Le film s’ouvre avec le portrait hallucinant d’indécence d’une influenceuse ("L'Odeur de l'essence"), accompagnée de deux autres (un homme et une femme) dans un voyage à Dubaï, où elle va devoir encourager ses suiveurs (« followers ») à investir dans des appartement de luxe dans une ville tentaculaire. Les dialogues révélateurs d’une déconnexion avec la réalité en termes de revenus comme d’enjeux sociaux ou environnementaux débouchent sur une pathétique et exhibitionniste visite d’un quartier « pauvre » appelé le ghetto, où vivent les vrais locaux. On rit jaune face à d'odieux dialogues qui laissent bras ballants dans leurs contradictions (« on est simples, mais refaites », « je n’ai pas besoin d’amis »), et cette puissante symbolique d’un monde à deux vitesses qui ne tourné plus rond. Suit le portrait d’une femme désireuse de changer de vie ("Miroir, mon beau miroir") à l’aube d’une probable fin de carrière et se lançant dans le one woman show en Off du festival d’Avignon. Le reportage met à la fois en exergue, avec un certain humour, les conditions désastreuses d’exercice des intermittents hors système et des artistes inconnus (voir la taille de la salle et surtout de la pseudo loge derrière un simple rideau), l’égocentrisme indispensable à ce genre de mise en avant de soi, et les problèmes inhérents aux couples qui « travaillent » ensemble, le mari donnant un coup de main technique, tout en gardant un regard lucide sur ce qui se passe.

Troisième portrait, un peu plus court, celui d’une mère obsédée par les gestes écologiques "Zéro Déchet").
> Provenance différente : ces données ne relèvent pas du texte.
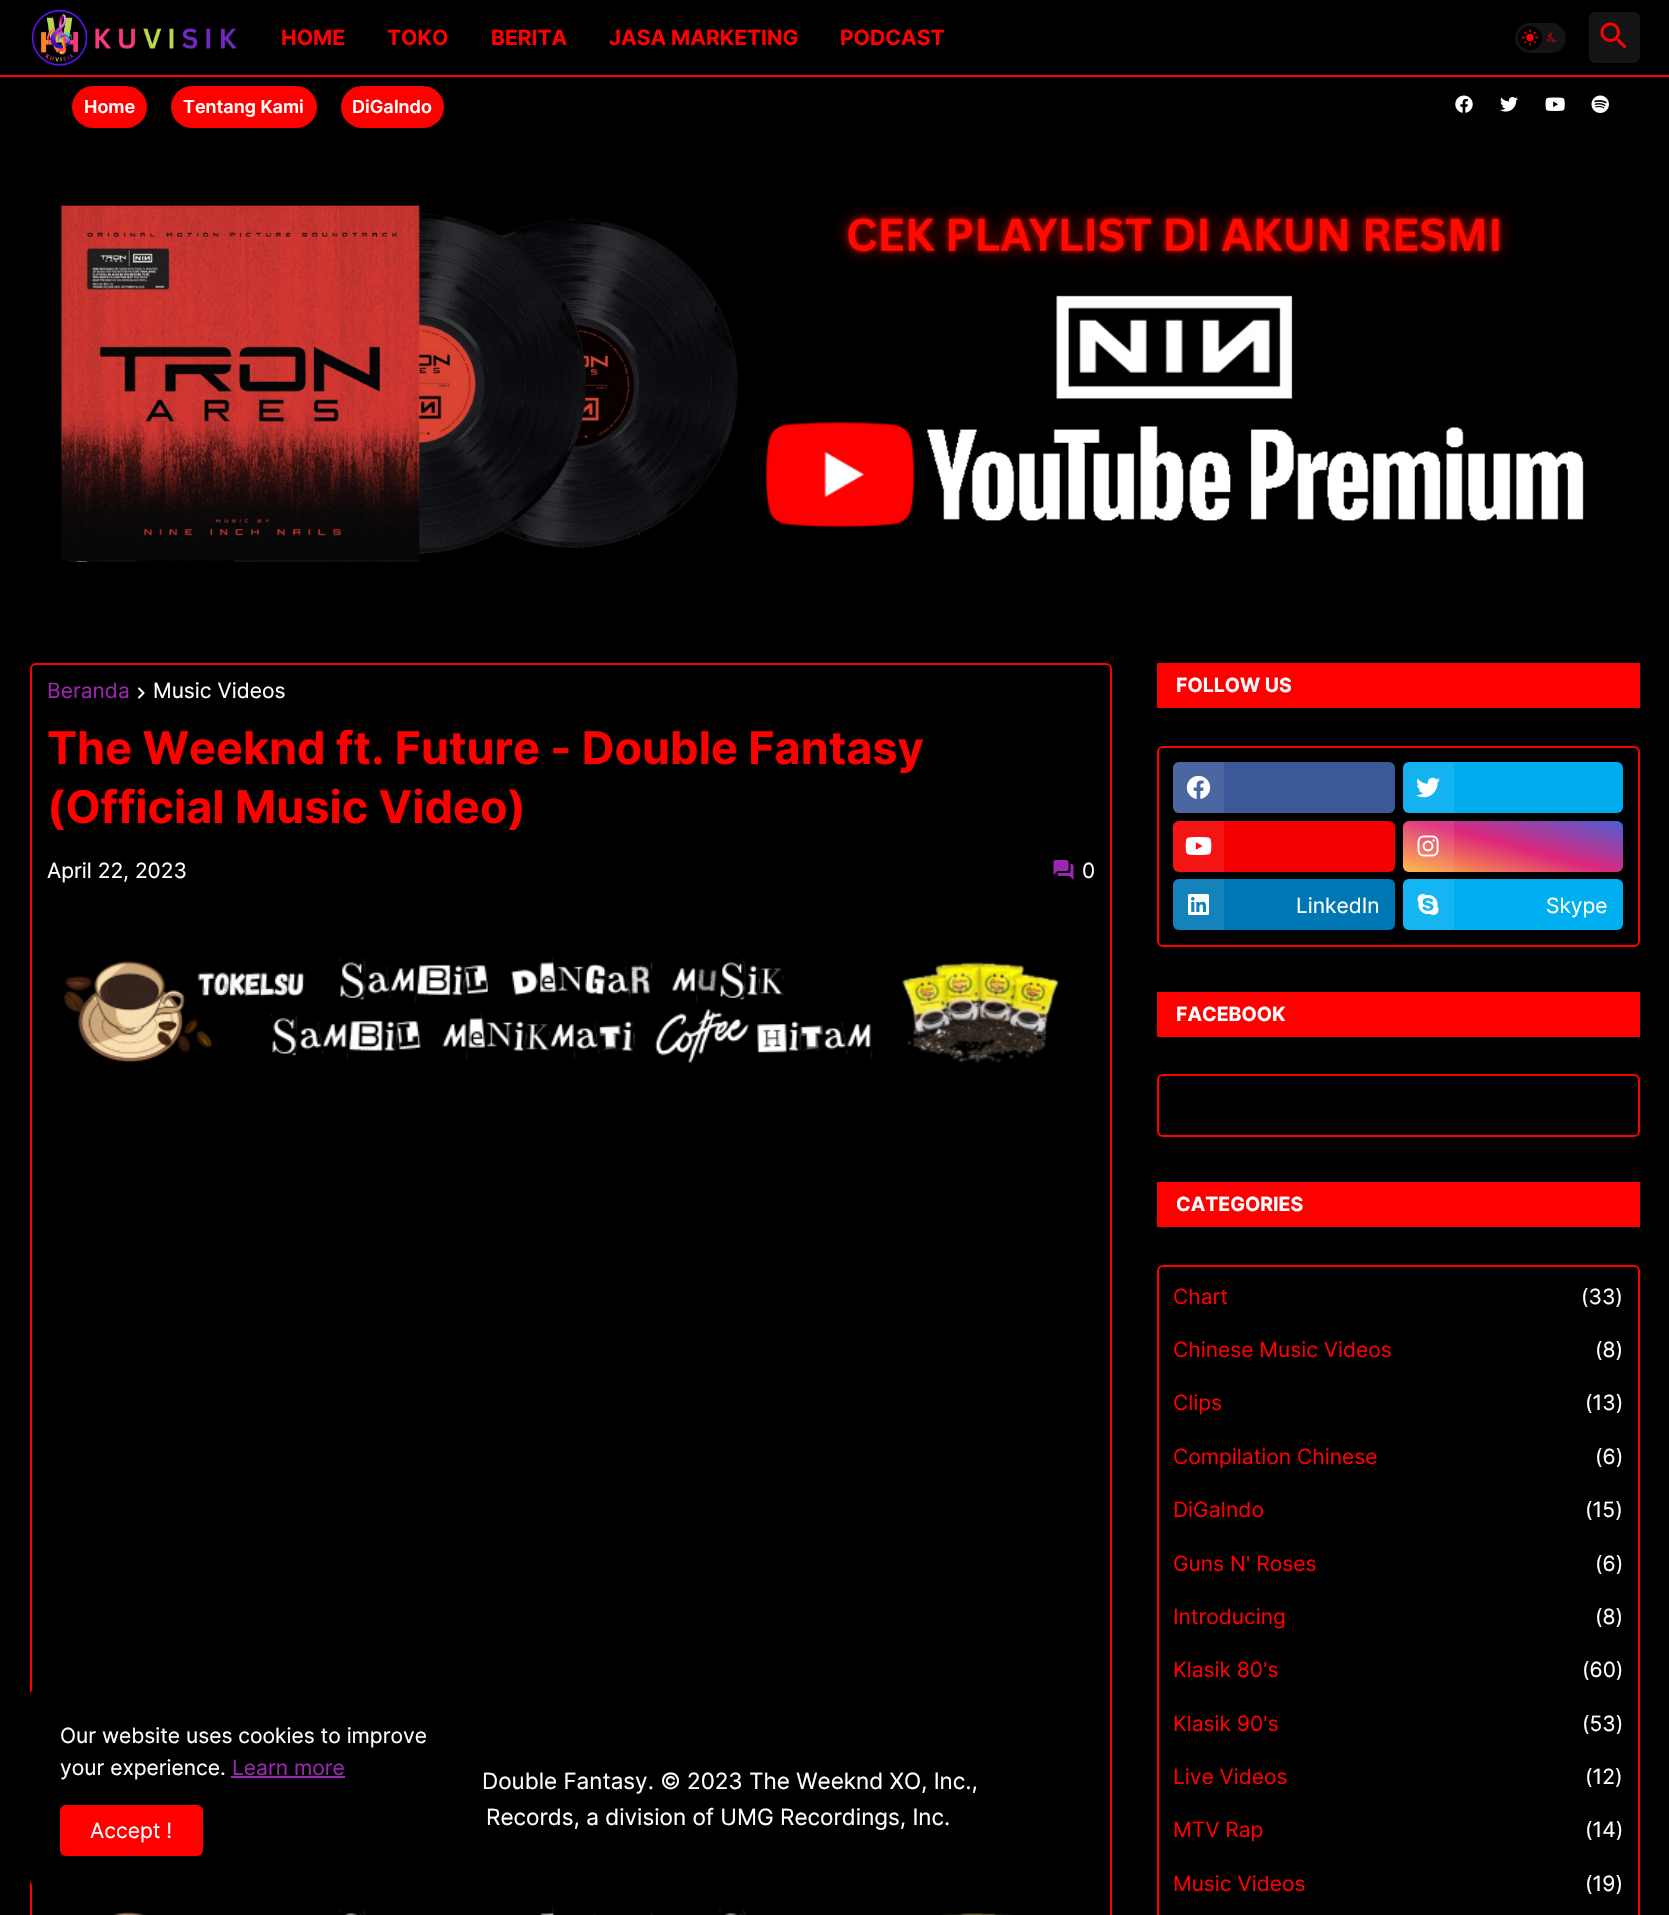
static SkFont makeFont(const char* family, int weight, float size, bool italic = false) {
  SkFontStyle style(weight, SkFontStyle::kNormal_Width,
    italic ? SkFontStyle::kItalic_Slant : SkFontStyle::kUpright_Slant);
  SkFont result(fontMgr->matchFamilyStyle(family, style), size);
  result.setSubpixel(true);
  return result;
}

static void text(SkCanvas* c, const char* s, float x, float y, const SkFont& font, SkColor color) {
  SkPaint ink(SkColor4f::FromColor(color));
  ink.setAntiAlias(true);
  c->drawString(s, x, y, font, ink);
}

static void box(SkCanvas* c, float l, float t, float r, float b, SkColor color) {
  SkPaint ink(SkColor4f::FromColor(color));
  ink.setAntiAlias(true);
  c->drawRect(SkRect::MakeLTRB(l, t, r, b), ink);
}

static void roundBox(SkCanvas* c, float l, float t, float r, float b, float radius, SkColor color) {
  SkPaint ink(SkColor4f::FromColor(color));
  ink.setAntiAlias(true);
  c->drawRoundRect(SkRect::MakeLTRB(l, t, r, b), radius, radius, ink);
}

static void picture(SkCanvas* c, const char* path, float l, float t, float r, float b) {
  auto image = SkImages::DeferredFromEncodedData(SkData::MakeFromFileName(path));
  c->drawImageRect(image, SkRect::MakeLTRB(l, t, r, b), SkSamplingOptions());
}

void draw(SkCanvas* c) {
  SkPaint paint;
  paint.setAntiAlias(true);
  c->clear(0xff000000);
  picture(c, "img_01.png", 31, 9, 237, 66);
  SkFont face1 = makeFont("Inter", 700, 21);
  text(c, "HOME", 281, 45, face1, 0xffff0000);
  text(c, "TOKO", 387, 45, face1, 0xffff0000);
  text(c, "BERITA", 491, 45, face1, 0xffff0000);
  text(c, "JASA MARKETING", 609, 45, face1, 0xffff0000);
  text(c, "PODCAST", 840, 45, face1, 0xffff0000);
  roundBox(c, 1515, 23, 1566, 53, 15, 0xff131415);
  paint.setColor(0xff000000);
  c->drawCircle(1530, 38, 12, paint);
  picture(c, "img_02.png", 1521, 29, 1539, 46);
  picture(c, "img_03.png", 1547, 32, 1557, 43);
  roundBox(c, 1589, 12, 1640, 63, 6, 0xff131415);
  picture(c, "img_04.png", 1600, 22, 1627, 49);
  box(c, 0, 75, 1669, 77, 0xffff0000);
  roundBox(c, 72, 86, 147, 128, 21, 0xffff0000);
  SkFont face2 = makeFont("Inter", 600, 18);
  text(c, "Home", 84, 113, face2, 0xffffffff);
  roundBox(c, 171, 86, 317, 128, 21, 0xffff0000);
  text(c, "Tentang Kami", 183, 113, face2, 0xffffffff);
  roundBox(c, 341, 86, 444, 128, 21, 0xffff0000);
  text(c, "DiGaIndo", 352, 113, face2, 0xffffffff);
  picture(c, "img_05.png", 1455, 95, 1473, 113);
  picture(c, "img_06.png", 1500, 96, 1518, 112);
  picture(c, "img_07.png", 1545, 97, 1565, 111);
  picture(c, "img_08.png", 1591, 95, 1609, 113);
  picture(c, "img_09.png", 60, 204, 1584, 562);
  paint.setStyle(SkPaint::kStroke_Style);
  paint.setStrokeWidth(2);
  paint.setColor(0xffff0000);
  c->drawRoundRect(SkRect::MakeLTRB(31, 664, 1111, 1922), 5, 5, paint);
  SkFont face3 = makeFont("Inter", 400, 21);
  text(c, "Beranda", 47, 698, face3, 0xff9c27b0);
  picture(c, "img_10.png", 138, 687, 145, 699);
  text(c, "Music Videos", 153, 698, face3, 0xffffffff);
  SkFont face4 = makeFont("Inter", 700, 45);
  text(c, "The Weeknd ft. Future - Double Fantasy", 47, 764, face4, 0xffff0000);
  text(c, "(Official Music Video)", 47, 823, face4, 0xffff0000);
  text(c, "April 22, 2023", 47, 878, face3, 0xffffffff);
  picture(c, "img_11.png", 1053, 860, 1074, 880);
  text(c, "0", 1082, 878, face3, 0xffffffff);
  picture(c, "img_12.png", 63, 955, 1059, 1063);
  SkFont face5 = makeFont("Inter", 400, 22.5f);
  text(c, "Double Fantasy. © 2023 The Weeknd XO, Inc.,", 482, 1789, face5, 0xffffffff);
  text(c, "Records, a division of UMG Recordings, Inc.", 486, 1825, face5, 0xffffffff);
  picture(c, "img_13.png", 112, 1906, 1013, 1915);
  box(c, 1157, 663, 1640, 708, 0xffff0000);
  SkFont face6 = makeFont("Inter", 700, 19.5f);
  text(c, "FOLLOW US", 1176, 692, face6, 0xffffffff);
  c->drawRoundRect(SkRect::MakeLTRB(1158, 747, 1639, 946), 5, 5, paint);
  roundBox(c, 1173, 762, 1395, 813, 6, 0xff3b5999);
  paint.setStyle(SkPaint::kFill_Style);
  paint.setColor(0x14ffffff);
  c->drawPath(SkPathBuilder().moveTo(1179, 762).lineTo(1224, 762).lineTo(1224, 813).lineTo(1179, 813).cubicTo(1175.5f, 813, 1173, 810.5f, 1173, 807).lineTo(1173, 768).cubicTo(1173, 764.5f, 1175.5f, 762, 1179, 762).close().detach(), paint);
  picture(c, "img_14.png", 1186, 775, 1211, 799);
  roundBox(c, 1403, 762, 1623, 813, 6, 0xff00acee);
  c->drawPath(SkPathBuilder().moveTo(1409, 762).lineTo(1454, 762).lineTo(1454, 813).lineTo(1409, 813).cubicTo(1405.5f, 813, 1403, 810.5f, 1403, 807).lineTo(1403, 768).cubicTo(1403, 764.5f, 1405.5f, 762, 1409, 762).close().detach(), paint);
  picture(c, "img_15.png", 1416, 777, 1440, 798);
  roundBox(c, 1173, 821, 1395, 872, 6, 0xfff50000);
  c->drawPath(SkPathBuilder().moveTo(1179, 821).lineTo(1224, 821).lineTo(1224, 872).lineTo(1179, 872).cubicTo(1175.5f, 872, 1173, 869.5f, 1173, 866).lineTo(1173, 827).cubicTo(1173, 823.5f, 1175.5f, 821, 1179, 821).close().detach(), paint);
  picture(c, "img_16.png", 1185, 837, 1212, 855);
  {
    const SkColor colors[] = {0xffffb13d, 0xffdd277b, 0xff4d5ed4};
    const float stops[] = {0, 0.5f, 1};
    const SkPoint ends[] = {{1499, 897}, {1527, 795}};
    paint.setShader(SkGradientShader::MakeLinear(ends, colors, stops, 3, SkTileMode::kClamp));
    paint.setAlpha(255);
  }
  c->drawRoundRect(SkRect::MakeLTRB(1403, 821, 1623, 872), 6, 6, paint);
  paint.setShader(nullptr);
  paint.setColor(0x14ffffff);
  c->drawPath(SkPathBuilder().moveTo(1409, 821).lineTo(1454, 821).lineTo(1454, 872).lineTo(1409, 872).cubicTo(1405.5f, 872, 1403, 869.5f, 1403, 866).lineTo(1403, 827).cubicTo(1403, 823.5f, 1405.5f, 821, 1409, 821).close().detach(), paint);
  picture(c, "img_17.png", 1417, 835, 1439, 857);
  roundBox(c, 1173, 879, 1395, 930, 6, 0xff0077b5);
  c->drawPath(SkPathBuilder().moveTo(1179, 879).lineTo(1224, 879).lineTo(1224, 930).lineTo(1179, 930).cubicTo(1175.5f, 930, 1173, 927.5f, 1173, 924).lineTo(1173, 885).cubicTo(1173, 881.5f, 1175.5f, 879, 1179, 879).close().detach(), paint);
  picture(c, "img_18.png", 1188, 894, 1209, 915);
  text(c, "LinkedIn", 1296, 913, face3, 0xffffffff);
  roundBox(c, 1403, 879, 1623, 930, 6, 0xff00aff0);
  c->drawPath(SkPathBuilder().moveTo(1409, 879).lineTo(1454, 879).lineTo(1454, 930).lineTo(1409, 930).cubicTo(1405.5f, 930, 1403, 927.5f, 1403, 924).lineTo(1403, 885).cubicTo(1403, 881.5f, 1405.5f, 879, 1409, 879).close().detach(), paint);
  picture(c, "img_19.png", 1417, 894, 1439, 915);
  text(c, "Skype", 1546, 913, face3, 0xffffffff);
  box(c, 1157, 992, 1640, 1037, 0xffff0000);
  text(c, "FACEBOOK", 1176, 1021, face6, 0xffffffff);
  paint.setStyle(SkPaint::kStroke_Style);
  paint.setColor(0xffff0000);
  c->drawRoundRect(SkRect::MakeLTRB(1158, 1075, 1639, 1136), 5, 5, paint);
  box(c, 1157, 1182, 1640, 1227, 0xffff0000);
  text(c, "CATEGORIES", 1176, 1211, face6, 0xffffffff);
  c->drawRoundRect(SkRect::MakeLTRB(1158, 1266, 1639, 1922), 5, 5, paint);
  text(c, "Chart", 1173, 1304, face3, 0xffff0000);
  text(c, "(33)", 1581, 1304, face3, 0xffffffff);
  text(c, "Chinese Music Videos", 1173, 1357, face3, 0xffff0000);
  text(c, "(8)", 1595, 1357, face3, 0xffffffff);
  text(c, "Clips", 1173, 1410, face3, 0xffff0000);
  text(c, "(13)", 1585, 1410, face3, 0xffffffff);
  text(c, "Compilation Chinese", 1173, 1464, face3, 0xffff0000);
  text(c, "(6)", 1595, 1464, face3, 0xffffffff);
  text(c, "DiGaIndo", 1173, 1517, face3, 0xffff0000);
  text(c, "(15)", 1585, 1517, face3, 0xffffffff);
  text(c, "Guns N' Roses", 1173, 1571, face3, 0xffff0000);
  text(c, "(6)", 1595, 1571, face3, 0xffffffff);
  text(c, "Introducing", 1173, 1624, face3, 0xffff0000);
  text(c, "(8)", 1595, 1624, face3, 0xffffffff);
  text(c, "Klasik 80's", 1173, 1677, face3, 0xffff0000);
  text(c, "(60)", 1582, 1677, face3, 0xffffffff);
  text(c, "Klasik 90's", 1173, 1731, face3, 0xffff0000);
  text(c, "(53)", 1582, 1731, face3, 0xffffffff);
  text(c, "Live Videos", 1173, 1784, face3, 0xffff0000);
  text(c, "(12)", 1585, 1784, face3, 0xffffffff);
  text(c, "MTV Rap", 1173, 1837, face3, 0xffff0000);
  text(c, "(14)", 1585, 1837, face3, 0xffffffff);
  text(c, "Music Videos", 1173, 1891, face3, 0xffff0000);
  text(c, "(19)", 1585, 1891, face3, 0xffffffff);
  paint.setStyle(SkPaint::kFill_Style);
  paint.setColor(0x1a000000);
  paint.setMaskFilter(SkMaskFilter::MakeBlur(kNormal_SkBlurStyle, 7.5f));
  c->drawRoundRect(SkRect::MakeLTRB(30, 1689, 480, 1886), 6, 6, paint);
  paint.setMaskFilter(nullptr);
  roundBox(c, 30, 1689, 480, 1886, 6, 0xff000000);
  text(c, "Our website uses cookies to improve", 60, 1743, face3, 0xffffffff);
  text(c, "your experience.", 60, 1775, face3, 0xffffffff);
  text(c, "Learn more", 232, 1775, face3, 0xff9c27b0);
  box(c, 231, 1776, 345, 1778, 0xff9c27b0);
  roundBox(c, 60, 1805, 203, 1856, 6, 0xffff0000);
  text(c, "Accept !", 90, 1838, face3, 0xffffffff);
}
Entre explications des avantages des lingettes tissus lavables comme papier WC, récupération de vieux vêtements, bocal à chantilly, on assiste à des injonctions sur le zéro déchet auxquelles certains membres de la famille renvoient quelques contradictions ou oppositions. Assez incroyable, le quatrième portrait est celui d’un médecin exerçant en hôpital ("Les Antécédents Familiaux"), particulièrement préoccupé par sa propre santé. Proche de la comédie, ce segment montre comment la recherche d’antécédents familiaux et la proximité de collègues compatissants, ne va faire qu’emprirer son caractère hypocondriaque. Agaçant pour son entourage, surtout considérant la situation de sa femme, que l’on découvrira sur le tard, le personnage est néanmoins étrangement attachant et l'ensemble au final très émouvant. Enfin, apres quelques prémisses entre les autres segments, par de petits inserts (notamment des policiers apportant un cadavre dans un sac), le dernier portrait sera, clinique et froid, celui d’un homme pratiquant des autopsies ("Bidoche"), dont on découvrira dans les dernières minutes l’étonnante autre vie, tel un ultime contraste. Dévoilant des vies aussi quelconques que hors du commun, "Strip Tease Intégral" observe ses sujets à la bonne distance, symboles d'un monde moderne inquiétant, sans jamais les juger, chacun étant libre d’y voir ou d’y projeter une certaine tendresse ou une autre sensation.